- _WHAT IS REQUIRED_: Select every line below containing the word "Give".

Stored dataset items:

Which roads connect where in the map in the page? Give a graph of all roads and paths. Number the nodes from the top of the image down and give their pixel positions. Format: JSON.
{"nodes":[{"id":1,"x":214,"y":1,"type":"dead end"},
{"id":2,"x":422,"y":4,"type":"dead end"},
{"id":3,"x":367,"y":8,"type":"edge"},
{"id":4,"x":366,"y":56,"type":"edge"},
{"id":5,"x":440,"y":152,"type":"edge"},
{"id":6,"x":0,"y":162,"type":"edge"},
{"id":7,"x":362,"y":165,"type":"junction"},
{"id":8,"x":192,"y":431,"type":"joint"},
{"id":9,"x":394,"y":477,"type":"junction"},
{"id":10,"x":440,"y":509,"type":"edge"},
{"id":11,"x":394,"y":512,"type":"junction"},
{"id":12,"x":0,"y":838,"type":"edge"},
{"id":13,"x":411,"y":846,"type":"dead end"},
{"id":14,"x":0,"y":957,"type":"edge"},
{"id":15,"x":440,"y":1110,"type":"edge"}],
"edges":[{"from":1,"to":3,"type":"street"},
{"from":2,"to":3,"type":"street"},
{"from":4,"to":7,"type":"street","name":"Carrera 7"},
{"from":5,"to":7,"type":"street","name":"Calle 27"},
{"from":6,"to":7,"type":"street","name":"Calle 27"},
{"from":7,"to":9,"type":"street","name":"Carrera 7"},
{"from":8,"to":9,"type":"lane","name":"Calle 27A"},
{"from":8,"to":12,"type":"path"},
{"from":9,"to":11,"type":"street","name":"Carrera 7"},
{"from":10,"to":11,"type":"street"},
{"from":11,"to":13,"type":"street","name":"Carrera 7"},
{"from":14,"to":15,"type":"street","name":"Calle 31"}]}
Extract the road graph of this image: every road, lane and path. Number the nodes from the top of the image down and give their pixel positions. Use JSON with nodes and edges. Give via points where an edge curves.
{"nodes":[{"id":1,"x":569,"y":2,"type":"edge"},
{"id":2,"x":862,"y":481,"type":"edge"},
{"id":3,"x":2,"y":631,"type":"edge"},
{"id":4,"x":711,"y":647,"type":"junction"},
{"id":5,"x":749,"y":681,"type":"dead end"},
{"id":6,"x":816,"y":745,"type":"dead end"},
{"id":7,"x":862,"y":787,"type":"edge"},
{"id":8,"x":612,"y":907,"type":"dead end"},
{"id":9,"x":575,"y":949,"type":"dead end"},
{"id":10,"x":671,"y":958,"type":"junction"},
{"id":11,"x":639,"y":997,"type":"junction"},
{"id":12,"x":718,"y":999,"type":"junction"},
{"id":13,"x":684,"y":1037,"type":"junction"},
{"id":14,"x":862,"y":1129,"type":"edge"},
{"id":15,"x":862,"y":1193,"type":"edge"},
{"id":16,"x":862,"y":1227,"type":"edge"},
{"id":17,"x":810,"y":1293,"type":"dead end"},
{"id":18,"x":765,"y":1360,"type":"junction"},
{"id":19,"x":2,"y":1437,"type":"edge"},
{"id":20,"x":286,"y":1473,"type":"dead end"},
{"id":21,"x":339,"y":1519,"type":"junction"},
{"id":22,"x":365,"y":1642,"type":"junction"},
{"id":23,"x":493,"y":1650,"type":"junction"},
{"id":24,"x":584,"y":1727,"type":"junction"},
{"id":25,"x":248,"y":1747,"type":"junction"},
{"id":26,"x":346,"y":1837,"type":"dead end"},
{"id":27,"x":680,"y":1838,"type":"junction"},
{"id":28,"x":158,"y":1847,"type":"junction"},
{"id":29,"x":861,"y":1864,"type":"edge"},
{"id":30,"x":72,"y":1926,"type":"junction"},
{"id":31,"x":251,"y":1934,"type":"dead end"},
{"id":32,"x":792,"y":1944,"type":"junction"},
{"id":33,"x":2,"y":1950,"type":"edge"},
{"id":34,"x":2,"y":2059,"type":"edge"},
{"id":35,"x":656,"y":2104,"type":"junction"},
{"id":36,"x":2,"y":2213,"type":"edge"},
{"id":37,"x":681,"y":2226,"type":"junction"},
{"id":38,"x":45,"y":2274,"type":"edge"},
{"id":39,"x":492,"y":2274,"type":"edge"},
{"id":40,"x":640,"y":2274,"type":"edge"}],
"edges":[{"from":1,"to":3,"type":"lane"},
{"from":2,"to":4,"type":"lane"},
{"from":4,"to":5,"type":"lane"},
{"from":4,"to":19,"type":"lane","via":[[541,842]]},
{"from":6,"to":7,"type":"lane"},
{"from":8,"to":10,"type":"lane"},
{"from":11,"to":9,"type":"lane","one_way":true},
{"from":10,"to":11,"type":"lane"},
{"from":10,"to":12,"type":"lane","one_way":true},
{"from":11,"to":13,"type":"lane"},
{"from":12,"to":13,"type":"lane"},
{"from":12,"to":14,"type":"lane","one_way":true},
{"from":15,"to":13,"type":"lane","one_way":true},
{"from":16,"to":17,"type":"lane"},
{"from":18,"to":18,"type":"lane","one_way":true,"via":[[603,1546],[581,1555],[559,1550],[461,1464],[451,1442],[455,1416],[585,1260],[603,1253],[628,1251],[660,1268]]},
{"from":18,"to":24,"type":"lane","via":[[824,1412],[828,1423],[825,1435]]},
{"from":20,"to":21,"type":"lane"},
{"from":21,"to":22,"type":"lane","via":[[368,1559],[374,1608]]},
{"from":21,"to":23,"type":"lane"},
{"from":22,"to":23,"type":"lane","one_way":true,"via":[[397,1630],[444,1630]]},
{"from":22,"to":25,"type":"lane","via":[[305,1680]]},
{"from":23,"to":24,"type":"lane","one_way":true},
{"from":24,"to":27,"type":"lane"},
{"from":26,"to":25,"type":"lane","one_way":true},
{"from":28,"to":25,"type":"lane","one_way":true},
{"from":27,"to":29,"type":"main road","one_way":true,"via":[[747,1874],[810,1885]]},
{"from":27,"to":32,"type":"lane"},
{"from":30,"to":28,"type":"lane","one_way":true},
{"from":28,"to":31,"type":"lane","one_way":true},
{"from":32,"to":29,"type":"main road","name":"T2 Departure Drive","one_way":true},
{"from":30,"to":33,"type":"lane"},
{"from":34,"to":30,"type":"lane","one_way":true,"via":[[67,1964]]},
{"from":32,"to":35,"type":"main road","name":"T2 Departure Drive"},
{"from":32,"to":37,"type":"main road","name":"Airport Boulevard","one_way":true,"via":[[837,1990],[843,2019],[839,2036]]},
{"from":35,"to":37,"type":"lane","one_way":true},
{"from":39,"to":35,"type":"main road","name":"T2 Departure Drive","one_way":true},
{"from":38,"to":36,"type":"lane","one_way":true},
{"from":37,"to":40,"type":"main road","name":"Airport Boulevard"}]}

- _TASK RESPONSE_:
Which roads connect where in the map in the page? Give a graph of all roads and paths. Number the nodes from the top of the image down and give their pixel positions. Format: JSON.
Extract the road graph of this image: every road, lane and path. Number the nodes from the top of the image down and give their pixel positions. Use JSON with nodes and edges. Give via points where an edge curves.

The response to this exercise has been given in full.